A Conversation with Davi D from Omni Zona Franca
ACTIVIST PROFILE: A CONVERSATION WITH DAVID D OMNI
By: Jose Luis Martinez
I had the unique opportunity to sit down recently with Cuban poet, musician and painter David D Omni of the arts collective known as “Omni Zona Franca,” based near Havana, Cuba. It was a franc discussion about culture, community, and the hope of a Democratic future in Cuba.
My first encounter with David D Omni was fascinating to say the least. The young, soft spoken Cuban sported a look that would fit in easily with any of the trendy art scenes of New York, LA, or Miami’s Wynwood Art District. Yet, underneath a half-shaven head morphing into lengthy dreads and thick-rimmed, red eyeglasses, stood a man in a woman’s dress, emanating the calm, comforting aura of a spiritual guru complimented with a distinctive yet familiar Cuban persona.
David D Omni was raised in the Alamar district, east of Havana, which according to David D, is a “young city, formed in the 1970’s, as a project.” Think of Chicago’s south side or better yet, a more tropical version of New York City’s “Nychaland.”
“Alamar became a place of new influences from other Latin countries and Europe. A place where you had this weird mix of cultures, different from the nationalist culture of the Cuban government.” Within this weird mix, a generation of young Cubans grew up listening to FM radio stations from the US, where Rock and Hip-hop filled theirminds and imaginations with something fresh, new, and different. Combine that with the melting pot of cultures fused into this seaside project on Cuba’s north shore, and a recipe for a new generation of Cuban artists was baking to perfection under the sweltering sun.

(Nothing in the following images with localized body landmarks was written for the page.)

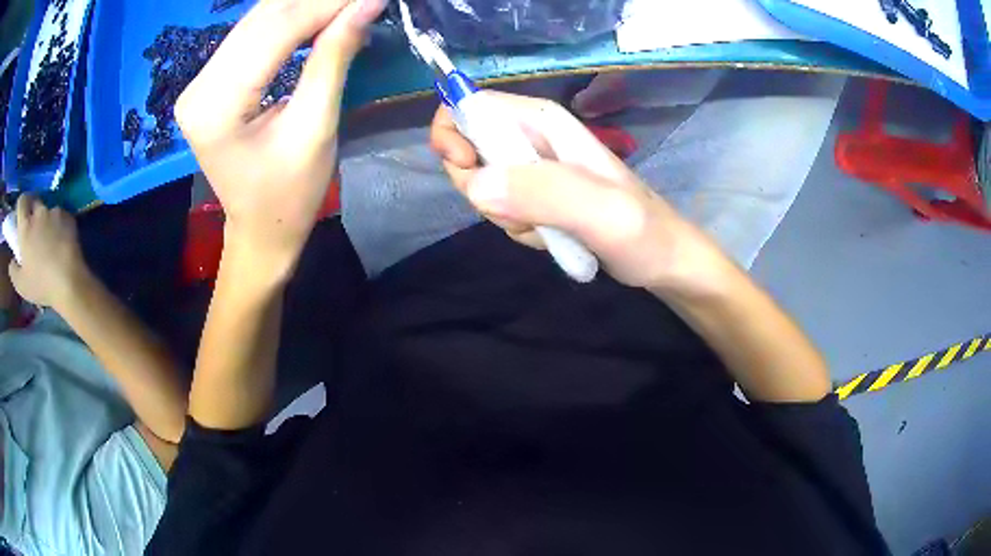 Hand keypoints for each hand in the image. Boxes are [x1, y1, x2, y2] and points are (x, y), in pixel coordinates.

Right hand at [8, 195, 89, 307]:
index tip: (21, 217)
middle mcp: (39, 213)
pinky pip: (60, 217)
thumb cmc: (40, 284)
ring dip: (46, 220)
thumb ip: (13, 270)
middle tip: (33, 231)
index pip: (21, 201)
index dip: (21, 206)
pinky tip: (61, 242)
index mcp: (25, 226)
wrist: (68, 281)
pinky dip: (58, 225)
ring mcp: (54, 212)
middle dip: (32, 212)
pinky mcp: (68, 216)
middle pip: (34, 202)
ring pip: (47, 210)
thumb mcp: (21, 285)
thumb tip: (12, 261)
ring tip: (48, 240)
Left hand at [175, 0, 384, 278]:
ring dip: (305, 5)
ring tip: (344, 6)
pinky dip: (289, 18)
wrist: (260, 229)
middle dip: (317, 0)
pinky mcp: (208, 83)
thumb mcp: (315, 127)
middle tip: (359, 0)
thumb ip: (333, 58)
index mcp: (215, 106)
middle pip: (262, 18)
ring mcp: (198, 84)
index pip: (275, 30)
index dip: (327, 4)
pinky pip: (251, 34)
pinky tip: (318, 14)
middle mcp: (197, 88)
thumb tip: (367, 3)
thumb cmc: (288, 194)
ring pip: (257, 20)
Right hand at [429, 92, 734, 297]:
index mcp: (543, 121)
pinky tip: (553, 236)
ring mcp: (534, 168)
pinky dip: (518, 228)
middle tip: (520, 212)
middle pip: (468, 147)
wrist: (663, 261)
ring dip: (504, 214)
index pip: (471, 104)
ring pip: (482, 184)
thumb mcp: (602, 212)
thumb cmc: (643, 231)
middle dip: (479, 186)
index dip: (451, 132)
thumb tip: (477, 184)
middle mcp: (532, 138)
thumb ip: (544, 193)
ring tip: (549, 227)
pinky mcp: (536, 195)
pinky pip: (500, 208)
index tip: (465, 170)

The dish was ultimately served to the Cuban people, and disapproving dictatorship, as a generation of expressive, creative locals coming of age in the 70’s, 80’s and 90’s. This atypical youth, with dissimilar outlooks to what was being offered or expected by the official, repressive regime, caused quite a stir. And it was there, within this bubbling over of creative energy that David D’s group came to fruition in the form of a collection of performance artists, “Omni,” and poets known as “Zona Franca” that united to launch a free-spirited artistic collective, bent on uncensored, free expression.

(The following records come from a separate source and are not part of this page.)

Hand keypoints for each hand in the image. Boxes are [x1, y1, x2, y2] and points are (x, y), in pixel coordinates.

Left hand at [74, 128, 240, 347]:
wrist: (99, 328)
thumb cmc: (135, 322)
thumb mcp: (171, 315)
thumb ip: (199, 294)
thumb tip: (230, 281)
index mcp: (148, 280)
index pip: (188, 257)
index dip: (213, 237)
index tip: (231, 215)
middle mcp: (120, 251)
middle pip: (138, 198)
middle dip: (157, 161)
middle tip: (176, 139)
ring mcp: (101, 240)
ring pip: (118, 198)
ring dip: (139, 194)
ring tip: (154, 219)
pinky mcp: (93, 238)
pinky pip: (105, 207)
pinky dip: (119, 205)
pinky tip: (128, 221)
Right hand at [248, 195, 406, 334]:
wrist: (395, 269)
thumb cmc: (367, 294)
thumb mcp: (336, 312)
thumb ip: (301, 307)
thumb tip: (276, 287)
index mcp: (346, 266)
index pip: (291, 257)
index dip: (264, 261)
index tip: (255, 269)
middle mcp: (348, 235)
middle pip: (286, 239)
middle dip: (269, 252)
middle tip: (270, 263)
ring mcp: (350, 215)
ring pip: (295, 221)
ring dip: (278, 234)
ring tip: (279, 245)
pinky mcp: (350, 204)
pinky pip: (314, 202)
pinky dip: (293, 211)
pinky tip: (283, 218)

David D joined Omni Zona Franca shortly after leaving school, feeling at home in a space where according to the artist “I can express my opinions, what I said was important.” Important indeed, as some of Omni Zona’s recordings, including Protesto or Protest, has become a rallying call for a growing pro-democracy, human rights movement on the Communist island nation.
Omni has also helped to organize a yearly Festival Poesia Sin Fin (Unending Poetry) which has been held in Alamar for 13 years running. According to David, the artistic conference was “built as a space for free and open dialogue, for people on the fringe wanting to express themselves.” At its height, the Festival reached between 3 and 4 thousand participants…until the government stepped in. Barred from organizing in public spaces, the Festival was limited to meeting inside people’s houses, causing the group to dwindle to a little under a 100 participants per year. Still, the yearly Alamar staple now features a much smaller, yet according to David “much stronger” group of artists. “We invite the whole hip-hop and artist movement, we invite independent journalists, filmmakers,” to what David describes as “a spiritual gathering.” A fitting description, as the event brings a new level of “consciousness” to the community.

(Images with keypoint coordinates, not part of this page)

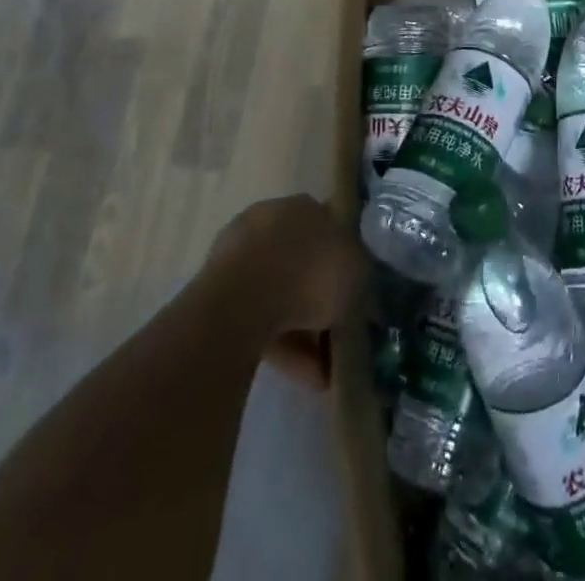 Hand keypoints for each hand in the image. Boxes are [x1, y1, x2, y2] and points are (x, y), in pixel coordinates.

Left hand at [208, 194, 366, 389]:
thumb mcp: (357, 272)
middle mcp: (272, 223)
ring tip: (326, 374)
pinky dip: (282, 346)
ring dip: (304, 333)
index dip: (344, 264)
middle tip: (339, 337)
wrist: (243, 300)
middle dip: (321, 302)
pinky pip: (260, 320)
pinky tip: (305, 378)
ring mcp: (241, 257)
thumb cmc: (310, 271)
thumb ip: (361, 279)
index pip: (330, 230)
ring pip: (281, 297)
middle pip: (304, 265)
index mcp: (304, 206)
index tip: (355, 295)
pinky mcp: (219, 295)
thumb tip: (365, 295)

Regarding the future of Omni Zona Franca and life in Cuba, David is optimistic. “What I see as the future is planting seeds, and as long as I do these things there is more freedom, more dialogue. I think it doesn’t depend on anybody inclusive of governments, because people give what they receive. People give peace, love, and liberty when they have peace, love, and liberty inside themselves. We need an internal revolution, before we can manifest the external one.” Describing some of the great human and civil rights leaders of the past, “it’s all about liberty of consiousness…it’s a current that comes through us from guys like Ghandi and Bob Marley. The enemy is within.”
In addition, David is confident that democracy and change is possible in Cuba because he “comes from a generation that brings this spirituality and the technological age.” The young artist feels he is also getting plenty of practice within his own group, a highly diverse and opinionated assembly of artists and free thinkers. “If I want democracy for Cuba, I have to be able to achieve it with the ten people in our group. If not, it can’t be done with an entire country.”
As a final message from our interview with David, the humble poet wanted to simply “thank all the people of the world that are living in liberty…bendiciones.” And if you are what you give, David should expect many blessings in return.